BEGIN Input for this task

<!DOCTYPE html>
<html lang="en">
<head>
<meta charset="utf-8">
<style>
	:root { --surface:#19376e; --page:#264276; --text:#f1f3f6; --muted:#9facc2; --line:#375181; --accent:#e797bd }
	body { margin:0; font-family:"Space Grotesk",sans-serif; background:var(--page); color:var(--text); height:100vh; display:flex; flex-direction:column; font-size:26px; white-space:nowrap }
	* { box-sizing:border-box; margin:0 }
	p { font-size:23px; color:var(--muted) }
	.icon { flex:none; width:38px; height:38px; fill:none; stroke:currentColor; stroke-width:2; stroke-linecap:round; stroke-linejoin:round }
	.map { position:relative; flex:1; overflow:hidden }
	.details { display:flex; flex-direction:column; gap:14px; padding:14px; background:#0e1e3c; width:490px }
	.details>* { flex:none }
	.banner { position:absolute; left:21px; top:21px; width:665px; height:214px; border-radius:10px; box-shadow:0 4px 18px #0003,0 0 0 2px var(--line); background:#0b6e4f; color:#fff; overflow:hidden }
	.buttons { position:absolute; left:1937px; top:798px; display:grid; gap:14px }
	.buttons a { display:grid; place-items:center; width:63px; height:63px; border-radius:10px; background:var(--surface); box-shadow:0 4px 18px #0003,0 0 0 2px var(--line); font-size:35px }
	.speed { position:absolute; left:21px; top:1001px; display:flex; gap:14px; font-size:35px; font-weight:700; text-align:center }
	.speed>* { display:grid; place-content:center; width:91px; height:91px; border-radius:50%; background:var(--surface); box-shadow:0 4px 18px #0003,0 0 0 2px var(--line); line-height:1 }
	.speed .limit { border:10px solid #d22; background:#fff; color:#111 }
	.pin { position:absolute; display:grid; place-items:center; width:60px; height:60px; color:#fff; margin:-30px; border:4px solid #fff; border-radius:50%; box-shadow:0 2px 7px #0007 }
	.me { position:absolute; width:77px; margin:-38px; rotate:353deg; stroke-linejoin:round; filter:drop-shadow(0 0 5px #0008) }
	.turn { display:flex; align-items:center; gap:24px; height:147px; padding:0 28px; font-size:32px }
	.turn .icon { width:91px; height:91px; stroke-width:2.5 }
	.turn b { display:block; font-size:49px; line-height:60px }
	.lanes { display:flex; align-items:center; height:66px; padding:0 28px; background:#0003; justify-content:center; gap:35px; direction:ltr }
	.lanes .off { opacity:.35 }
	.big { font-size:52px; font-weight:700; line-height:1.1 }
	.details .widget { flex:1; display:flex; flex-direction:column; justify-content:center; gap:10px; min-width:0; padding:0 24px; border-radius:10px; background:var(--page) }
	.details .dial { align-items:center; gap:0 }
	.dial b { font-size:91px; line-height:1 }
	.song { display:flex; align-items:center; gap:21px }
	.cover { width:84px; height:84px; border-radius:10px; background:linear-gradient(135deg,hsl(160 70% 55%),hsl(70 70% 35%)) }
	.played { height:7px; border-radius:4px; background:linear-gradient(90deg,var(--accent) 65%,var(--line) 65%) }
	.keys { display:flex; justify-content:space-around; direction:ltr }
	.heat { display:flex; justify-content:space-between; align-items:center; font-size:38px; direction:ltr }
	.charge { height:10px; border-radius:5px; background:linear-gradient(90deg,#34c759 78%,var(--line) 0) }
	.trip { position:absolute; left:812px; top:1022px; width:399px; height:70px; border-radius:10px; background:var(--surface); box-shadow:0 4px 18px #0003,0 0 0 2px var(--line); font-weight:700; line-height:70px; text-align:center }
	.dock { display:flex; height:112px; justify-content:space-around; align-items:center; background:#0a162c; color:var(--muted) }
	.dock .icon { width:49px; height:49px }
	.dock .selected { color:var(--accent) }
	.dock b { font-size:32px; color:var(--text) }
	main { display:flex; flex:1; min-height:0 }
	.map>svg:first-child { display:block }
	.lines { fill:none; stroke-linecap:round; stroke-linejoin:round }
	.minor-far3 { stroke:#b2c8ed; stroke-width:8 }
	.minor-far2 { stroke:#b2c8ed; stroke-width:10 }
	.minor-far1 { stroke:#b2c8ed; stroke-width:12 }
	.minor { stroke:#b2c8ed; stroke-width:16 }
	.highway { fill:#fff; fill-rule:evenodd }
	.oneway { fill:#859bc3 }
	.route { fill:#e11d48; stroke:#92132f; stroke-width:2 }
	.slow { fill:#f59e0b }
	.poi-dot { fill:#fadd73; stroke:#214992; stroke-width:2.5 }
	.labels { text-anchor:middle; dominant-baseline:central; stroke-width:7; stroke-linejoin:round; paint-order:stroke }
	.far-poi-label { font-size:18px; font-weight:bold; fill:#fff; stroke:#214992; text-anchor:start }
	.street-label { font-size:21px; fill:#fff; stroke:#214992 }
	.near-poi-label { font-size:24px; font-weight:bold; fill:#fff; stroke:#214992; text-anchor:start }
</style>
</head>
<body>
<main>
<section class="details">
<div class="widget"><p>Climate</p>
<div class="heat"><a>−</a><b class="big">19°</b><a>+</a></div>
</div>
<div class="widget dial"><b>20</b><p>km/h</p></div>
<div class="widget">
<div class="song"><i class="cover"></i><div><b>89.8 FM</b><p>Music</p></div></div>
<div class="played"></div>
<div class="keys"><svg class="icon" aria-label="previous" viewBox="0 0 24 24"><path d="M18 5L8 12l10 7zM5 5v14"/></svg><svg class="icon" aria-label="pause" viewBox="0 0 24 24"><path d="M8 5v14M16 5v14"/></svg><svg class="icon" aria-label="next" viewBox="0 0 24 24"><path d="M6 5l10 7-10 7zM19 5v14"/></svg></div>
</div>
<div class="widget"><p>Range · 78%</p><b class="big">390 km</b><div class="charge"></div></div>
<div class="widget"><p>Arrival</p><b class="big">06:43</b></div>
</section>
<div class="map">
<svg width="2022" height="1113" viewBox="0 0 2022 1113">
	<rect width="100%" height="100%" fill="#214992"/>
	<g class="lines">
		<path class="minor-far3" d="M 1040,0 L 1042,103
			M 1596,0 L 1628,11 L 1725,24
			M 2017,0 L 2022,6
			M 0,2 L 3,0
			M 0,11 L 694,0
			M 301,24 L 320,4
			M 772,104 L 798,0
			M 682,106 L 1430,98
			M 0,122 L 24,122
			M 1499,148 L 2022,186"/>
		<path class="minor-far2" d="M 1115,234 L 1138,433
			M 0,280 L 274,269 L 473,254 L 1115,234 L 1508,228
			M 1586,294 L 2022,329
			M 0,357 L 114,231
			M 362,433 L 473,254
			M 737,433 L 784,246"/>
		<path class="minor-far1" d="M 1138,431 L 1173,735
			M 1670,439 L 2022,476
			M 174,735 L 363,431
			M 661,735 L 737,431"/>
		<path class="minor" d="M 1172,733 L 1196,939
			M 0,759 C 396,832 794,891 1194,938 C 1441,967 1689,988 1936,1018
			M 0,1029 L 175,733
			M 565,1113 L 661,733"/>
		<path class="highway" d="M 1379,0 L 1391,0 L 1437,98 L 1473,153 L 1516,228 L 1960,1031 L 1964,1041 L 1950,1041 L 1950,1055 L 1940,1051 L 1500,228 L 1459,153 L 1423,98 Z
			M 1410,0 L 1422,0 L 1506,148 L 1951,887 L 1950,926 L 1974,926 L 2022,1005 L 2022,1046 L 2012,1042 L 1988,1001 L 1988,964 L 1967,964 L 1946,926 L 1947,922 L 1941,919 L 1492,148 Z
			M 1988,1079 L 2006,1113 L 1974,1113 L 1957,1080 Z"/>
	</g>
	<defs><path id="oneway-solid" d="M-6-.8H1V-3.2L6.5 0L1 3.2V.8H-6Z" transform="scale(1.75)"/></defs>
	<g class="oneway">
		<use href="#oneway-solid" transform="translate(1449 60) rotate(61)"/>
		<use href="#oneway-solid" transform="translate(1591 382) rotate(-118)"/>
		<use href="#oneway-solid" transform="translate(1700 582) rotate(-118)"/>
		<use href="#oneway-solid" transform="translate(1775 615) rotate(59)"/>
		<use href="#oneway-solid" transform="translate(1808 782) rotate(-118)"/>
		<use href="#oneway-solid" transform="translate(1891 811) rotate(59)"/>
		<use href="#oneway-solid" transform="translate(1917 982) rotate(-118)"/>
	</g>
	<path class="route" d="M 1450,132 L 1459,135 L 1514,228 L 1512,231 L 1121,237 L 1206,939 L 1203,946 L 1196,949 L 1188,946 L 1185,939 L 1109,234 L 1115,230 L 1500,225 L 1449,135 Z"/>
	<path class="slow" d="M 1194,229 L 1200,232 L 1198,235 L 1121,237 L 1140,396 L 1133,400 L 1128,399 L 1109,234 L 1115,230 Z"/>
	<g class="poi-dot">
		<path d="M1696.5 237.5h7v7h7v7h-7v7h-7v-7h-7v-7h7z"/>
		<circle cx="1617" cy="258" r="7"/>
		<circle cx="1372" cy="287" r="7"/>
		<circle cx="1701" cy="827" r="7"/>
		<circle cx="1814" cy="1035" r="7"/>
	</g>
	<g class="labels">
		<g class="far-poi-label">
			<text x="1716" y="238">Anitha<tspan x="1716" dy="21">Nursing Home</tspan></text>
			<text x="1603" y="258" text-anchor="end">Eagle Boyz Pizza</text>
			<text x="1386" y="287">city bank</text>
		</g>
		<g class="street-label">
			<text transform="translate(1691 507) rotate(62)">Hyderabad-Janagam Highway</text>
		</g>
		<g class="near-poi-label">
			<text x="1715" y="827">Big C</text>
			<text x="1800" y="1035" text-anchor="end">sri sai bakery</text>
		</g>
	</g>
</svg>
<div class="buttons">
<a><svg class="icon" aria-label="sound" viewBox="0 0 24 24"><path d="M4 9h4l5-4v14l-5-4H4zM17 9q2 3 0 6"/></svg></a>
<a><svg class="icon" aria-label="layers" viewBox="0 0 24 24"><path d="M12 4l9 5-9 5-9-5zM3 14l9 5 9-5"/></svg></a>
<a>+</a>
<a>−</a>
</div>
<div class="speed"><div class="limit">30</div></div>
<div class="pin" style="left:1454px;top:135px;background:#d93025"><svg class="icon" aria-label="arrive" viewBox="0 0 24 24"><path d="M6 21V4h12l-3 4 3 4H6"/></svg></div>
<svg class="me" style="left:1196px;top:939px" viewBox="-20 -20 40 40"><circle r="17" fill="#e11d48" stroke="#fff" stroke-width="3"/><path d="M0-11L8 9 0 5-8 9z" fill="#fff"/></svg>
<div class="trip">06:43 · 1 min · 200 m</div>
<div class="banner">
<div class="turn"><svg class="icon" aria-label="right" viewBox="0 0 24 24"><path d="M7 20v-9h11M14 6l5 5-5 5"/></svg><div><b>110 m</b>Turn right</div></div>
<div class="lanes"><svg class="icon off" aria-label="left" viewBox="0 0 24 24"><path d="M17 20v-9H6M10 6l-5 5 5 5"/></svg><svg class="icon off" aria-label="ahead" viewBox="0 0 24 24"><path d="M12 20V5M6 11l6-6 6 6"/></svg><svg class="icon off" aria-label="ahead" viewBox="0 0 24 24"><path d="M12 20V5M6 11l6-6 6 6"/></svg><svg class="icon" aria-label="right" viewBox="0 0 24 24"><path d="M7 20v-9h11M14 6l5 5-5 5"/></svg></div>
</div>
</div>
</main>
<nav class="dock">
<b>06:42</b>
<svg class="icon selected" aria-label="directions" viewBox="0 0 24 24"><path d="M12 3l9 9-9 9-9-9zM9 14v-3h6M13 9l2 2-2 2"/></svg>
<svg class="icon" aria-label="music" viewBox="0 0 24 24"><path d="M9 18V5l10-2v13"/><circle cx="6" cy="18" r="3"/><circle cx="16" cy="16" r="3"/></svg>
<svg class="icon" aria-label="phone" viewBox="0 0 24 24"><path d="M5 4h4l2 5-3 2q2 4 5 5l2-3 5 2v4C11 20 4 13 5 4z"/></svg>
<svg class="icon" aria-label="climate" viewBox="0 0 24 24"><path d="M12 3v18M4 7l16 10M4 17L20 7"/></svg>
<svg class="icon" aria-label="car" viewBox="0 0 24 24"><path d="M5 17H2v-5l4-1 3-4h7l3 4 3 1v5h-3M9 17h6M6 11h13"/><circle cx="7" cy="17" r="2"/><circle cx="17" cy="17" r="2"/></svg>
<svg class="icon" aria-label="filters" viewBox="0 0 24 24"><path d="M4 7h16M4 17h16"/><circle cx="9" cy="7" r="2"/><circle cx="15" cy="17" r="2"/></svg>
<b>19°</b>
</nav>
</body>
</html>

END Input for this task

## Exercise prompt
Report how many lines of the entries above contain the word "margin", giving the number by itself.

## Answer for the task
4